ガロムが街道沿いに続く林を指さし、屋根を叩く。すると前後の馬車の幌が開き、一斉に矢が放たれた。その後を追って更に放たれたのは、付与魔法の光条か。
ピュピュっ! シュシュシュシュっ!
風切り音だけ残し、銀色の線が7色の光の尾と共に林に消え。
その間も馬車は進んで、十数秒。
それで何が起こったかといえば、何も起こらなかった。
あくまで、結果だけを見るなら。
その意味に気付き――
リンザを見て、マイカは頷いた。リンザも頷いた。
その後は特に何もなく、今夜宿泊する街が見えてきた辺りで『追加の護衛』は離れていった。次の仕事のため、さっきマイカ達と合流した位置まで引き返すのだという。護衛業務を行う冒険者にも縄張りがあり、区間だけでなく往きと帰りのどちらを護衛するかについてまでも、どこのグループが担当するか決まっているのだと――これはエムジィが教えてくれた。
街の入り口には門番がいたが、身分を証明したりする必要は無いらしい。前を行く商人のものらしい馬車が、ちょっと速度を落としただけで街に入っていった。門番に声をかけながら指を立ててたのは、人数か何かを伝えていたのだろうか? マイカも半年前、この街に来たはずなのに、すっかり忘れてしまっていた。いや、あの時はダッカス氏の屋敷に行くのを急いで、素通りしたんだったか――それすらも、いまでは遠い出来事に感じられる。
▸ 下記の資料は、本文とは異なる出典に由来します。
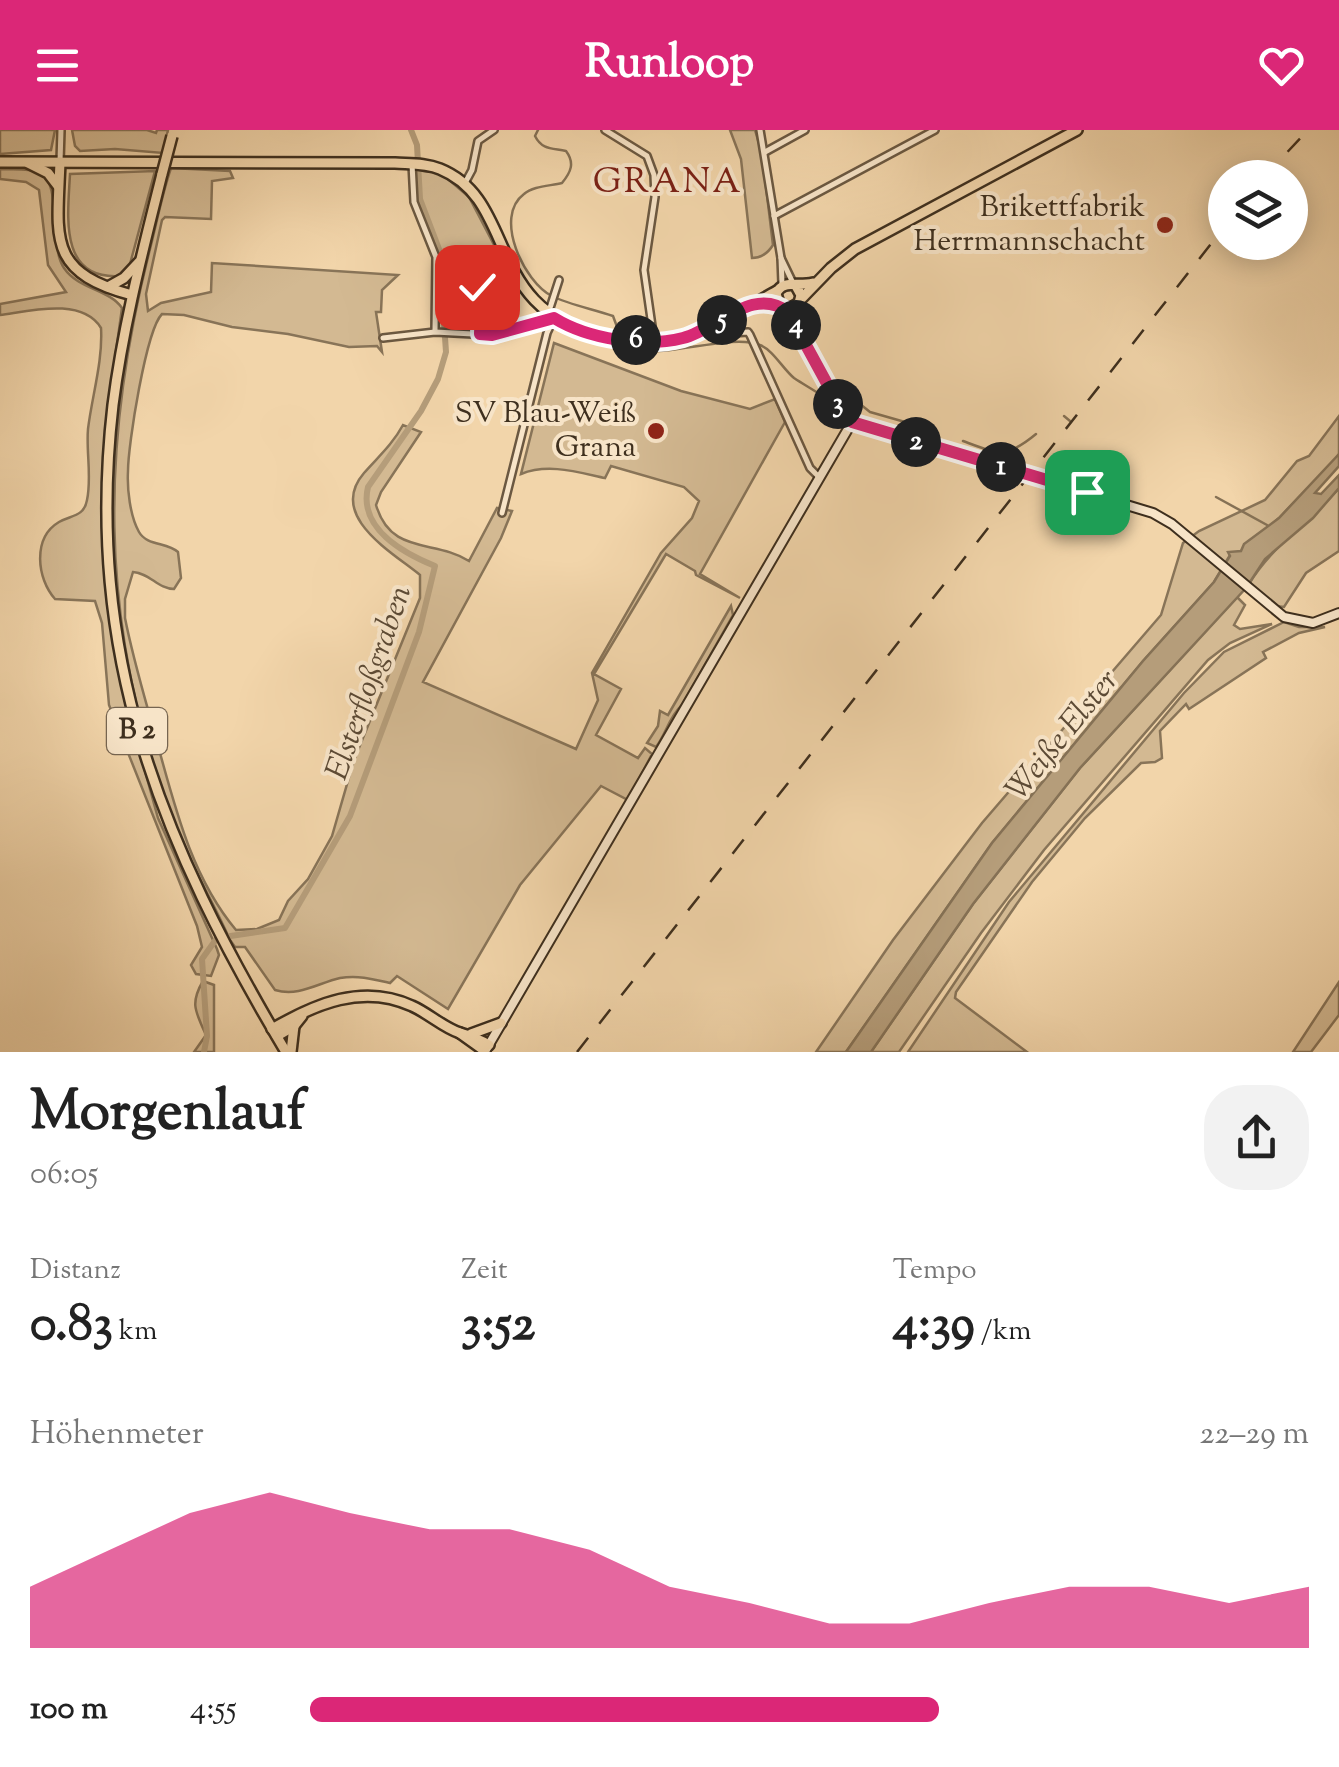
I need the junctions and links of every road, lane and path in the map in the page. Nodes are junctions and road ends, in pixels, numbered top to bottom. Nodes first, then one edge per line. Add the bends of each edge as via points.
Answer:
1 (61, 130) edge
2 (494, 130) edge
3 (606, 130) edge
4 (760, 130) edge
5 (805, 130) edge
6 (936, 130) edge
7 (1077, 130) edge
8 (172, 133) edge
9 (765, 152) junction
10 (0, 162) edge
11 (26, 162) junction
12 (60, 162) junction
13 (416, 164) junction
14 (464, 185) junction
15 (59, 188) junction
16 (774, 216) junction
17 (781, 258) junction
18 (140, 260) junction
19 (559, 280) dead end
20 (814, 283) junction
21 (795, 285) junction
22 (107, 287) junction
23 (477, 287) dead end
24 (779, 288) junction
25 (132, 295) junction
26 (754, 303) junction
27 (790, 304) junction
28 (551, 316) junction
29 (710, 328) junction
30 (442, 332) junction
31 (480, 334) junction
32 (383, 338) dead end
33 (654, 340) junction
34 (852, 422) junction
35 (819, 477) junction
36 (502, 513) dead end
37 (1339, 613) edge
38 (262, 1012) junction
39 (296, 1020) junction
40 (501, 1023) junction
41 (274, 1032) junction
42 (468, 1040) edge
43 (486, 1049) edge
44 (289, 1052) edge

1 - 12 street
2 - 14 street via 478,141
3 - 33 street via 647,156 654,176 644,270
4 - 9 street
5 - 9 street
6 - 16 street
7 - 20 main road via 862,245
8 - 18 main road, B 2, bridge
9 - 16 street
10 - 11 main road
11 - 12 main road
11 - 15 main road
12 - 13 main road
12 - 15 main road
13 - 14 main road via 442,169
13 - 30 street via 414,202 436,256
14 - 28 main road via 517,278
15 - 22 main road via 66,258 81,276
16 - 17 street
17 - 21 street
17 - 24 street
18 - 22 main road
18 - 25 main road, B 2
19 - 28 street
20 - 21 main road
20 - 27 main road
21 - 24 main road
21 - 27 main road
22 - 25 main road
23 - 31 street
24 - 26 main road
24 - 27 main road
25 - 38 main road, B 2 via 107,488 108,552 126,682 176,844
26 - 27 main road
26 - 29 main road
27 - 34 main road
28 - 31 street
28 - 33 main road via 576,330
28 - 36 street
29 - 33 main road
29 - 35 street via 748,332
30 - 31 street
30 - 32 street
34 - 35 main road
34 - 37 main road via 1153,513 1279,613 1313,623
35 - 40 main road
38 - 39 main road
38 - 41 main road, B 2
39 - 41 main road
39 - 42 main road via 342,998 373,995 412,1006
39 - 44 main road
40 - 42 main road
40 - 43 main road
41 - 44 main road, B 2
42 - 43 main road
マイカ達の馬車では、御者が指を1本立てていた。御者と門番の会話で、立てた指の意味が分かるかもしれなかった。人数だろうか? 馬車の台数だろうか? それとも滞在日数? マイカは聞き耳をたてた。
その時だった。
車輪が石を踏んで、がくん、と馬車が揺れた。
その瞬間、マイカは死んだ。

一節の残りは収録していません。